Warmer weather appears to be here to stay, and if you’re searching for a spot to tan places that don’t get much sun, these nu.d.e beaches in Canada have you covered.
Many people are unaware that Canada has two legally designated clothing-optional beaches and beaches labeled as “nu.d.e-friendly.” While they are not officially nu.d.i.st beaches, they are claimed to be places where it is acceptable to be n.a.ke.d.
With that in mind, here are six official and unofficial n.u.d.ist beaches in Canada to visit this summer – just remember to bring plenty of sunscreens!

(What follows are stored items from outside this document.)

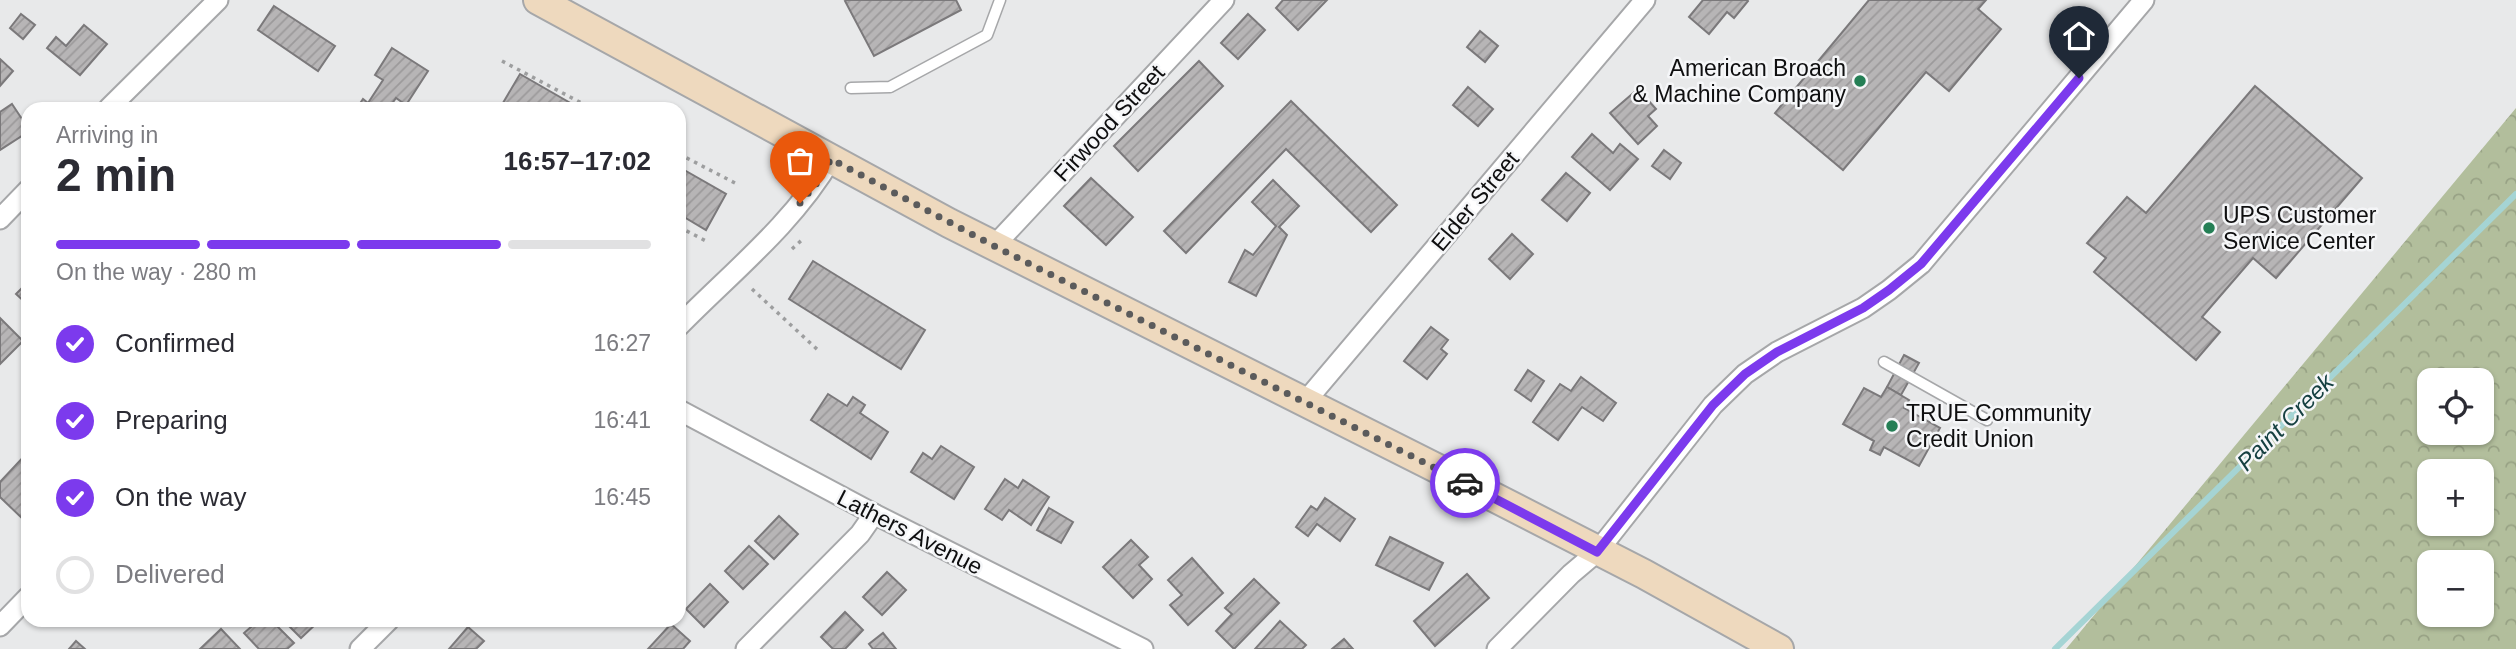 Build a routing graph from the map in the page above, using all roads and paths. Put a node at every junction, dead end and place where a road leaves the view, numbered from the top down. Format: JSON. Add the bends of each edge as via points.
{"nodes":[{"id":1,"x":218,"y":0,"type":"edge"},
{"id":2,"x":538,"y":0,"type":"edge"},
{"id":3,"x":1000,"y":0,"type":"edge"},
{"id":4,"x":1224,"y":0,"type":"edge"},
{"id":5,"x":1645,"y":0,"type":"edge"},
{"id":6,"x":2144,"y":0,"type":"edge"},
{"id":7,"x":502,"y":61,"type":"dead end"},
{"id":8,"x":851,"y":88,"type":"dead end"},
{"id":9,"x":115,"y":102,"type":"edge"},
{"id":10,"x":580,"y":102,"type":"edge"},
{"id":11,"x":686,"y":158,"type":"edge"},
{"id":12,"x":831,"y":159,"type":"junction"},
{"id":13,"x":735,"y":183,"type":"dead end"},
{"id":14,"x":21,"y":197,"type":"edge"},
{"id":15,"x":0,"y":219,"type":"edge"},
{"id":16,"x":686,"y":230,"type":"edge"},
{"id":17,"x":804,"y":238,"type":"dead end"},
{"id":18,"x":708,"y":242,"type":"dead end"},
{"id":19,"x":994,"y":246,"type":"junction"},
{"id":20,"x":792,"y":248,"type":"dead end"},
{"id":21,"x":752,"y":289,"type":"dead end"},
{"id":22,"x":686,"y":319,"type":"edge"},
{"id":23,"x":820,"y":352,"type":"dead end"},
{"id":24,"x":1884,"y":362,"type":"dead end"},
{"id":25,"x":1305,"y":402,"type":"junction"},
{"id":26,"x":686,"y":414,"type":"edge"},
{"id":27,"x":1987,"y":420,"type":"dead end"},
{"id":28,"x":874,"y":514,"type":"junction"},
{"id":29,"x":1597,"y":552,"type":"junction"},
{"id":30,"x":21,"y":604,"type":"edge"},
{"id":31,"x":0,"y":626,"type":"edge"},
{"id":32,"x":382,"y":627,"type":"edge"},
{"id":33,"x":1118,"y":643,"type":"edge"},
{"id":34,"x":360,"y":649,"type":"edge"},
{"id":35,"x":746,"y":649,"type":"edge"},
{"id":36,"x":1143,"y":649,"type":"edge"},
{"id":37,"x":1497,"y":649,"type":"edge"},
{"id":38,"x":1779,"y":649,"type":"edge"}],
"edges":[{"from":1,"to":9,"type":"street"},
{"from":2,"to":12,"type":"main road"},
{"from":3,"to":8,"type":"lane","via":[[988,35],[890,87]]},
{"from":4,"to":19,"type":"street","name":"Firwood Street"},
{"from":5,"to":25,"type":"street","name":"Elder Street"},
{"from":6,"to":29,"type":"street","via":[[1921,264],[1863,308],[1777,352],[1745,374],[1713,405]]},
{"from":7,"to":10,"type":"path"},
{"from":11,"to":13,"type":"path"},
{"from":12,"to":19,"type":"main road"},
{"from":12,"to":22,"type":"street","via":[[783,223]]},
{"from":14,"to":15,"type":"street"},
{"from":16,"to":18,"type":"path"},
{"from":17,"to":20,"type":"path"},
{"from":19,"to":25,"type":"main road"},
{"from":21,"to":23,"type":"path"},
{"from":24,"to":27,"type":"lane"},
{"from":25,"to":29,"type":"main road"},
{"from":26,"to":28,"type":"street","name":"Lathers Avenue"},
{"from":28,"to":33,"type":"street","name":"Lathers Avenue"},
{"from":28,"to":35,"type":"street","via":[[860,534]]},
{"from":29,"to":37,"type":"street"},
{"from":29,"to":38,"type":"main road"},
{"from":30,"to":31,"type":"street"},
{"from":32,"to":34,"type":"street"},
{"from":33,"to":36,"type":"street","name":"Lathers Avenue"}]}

Hanlan’s Point – Nu.d.e Beaches in Canada
Location: Toronto, ON
Hanlan’s Point Beach, located on the Toronto Islands, is one of just two legally authorized clothing-optional beaches in Canada and the only one in Ontario.
By taking the ferry to Hanlan’s Point, you may easily reach the beach. Keep an eye out for signs denoting the nu.d.i.st area of the beach!
Wreck Beach – Nu.d.e Beaches in Canada
Location: Vancouver, BC
Wreck Beach, located in Vancouver’s Pacific Spirit Regional Park, is Canada’s other designated n.u.d.ist beach and a popular destination for sunbathers, dressed or not.
Oka National Park
Location: Oka, QC
Oka National Park, located less than an hour from Montreal, has a beach where sunbathers may “get a tan everywhere,” according to Cottage Life.
Picnic tables and barbecues are available on the beach for cooking a meal in between tanning periods.
Beaconia Beach – Nu.d.e Beaches in Canada
Location: Beaconia, MB
Beaconia Beach is a 3-kilometer beach in Manitoba’s Interlake Region north of Winnipeg.
According to the Interlake Tourism Association, the beach is divided into clothing-mandatory and clothing-optional areas and may be reached via the nearby Patricia Beach.
Crystal Crescent Beach
Location: Halifax, NS
Crystal Crescent Beach is a gorgeous spot in Halifax’s Sambo Creek with three white-sand beaches.
While the beach is not an officially designated clothing-optional area, it “sees many regular and visiting n.u.di.st.s,” according to the Federation of Canadian Naturalists.
Location: Saskatoon, SK
The quantity of na.k.ed sunbathers on Paradise Beach has given it the moniker “Bare A*s Beach.”
According to Cottage Life, the beach is located just south of Saskatoon and is where “local authorities prefer to accept n.u.dit.y.”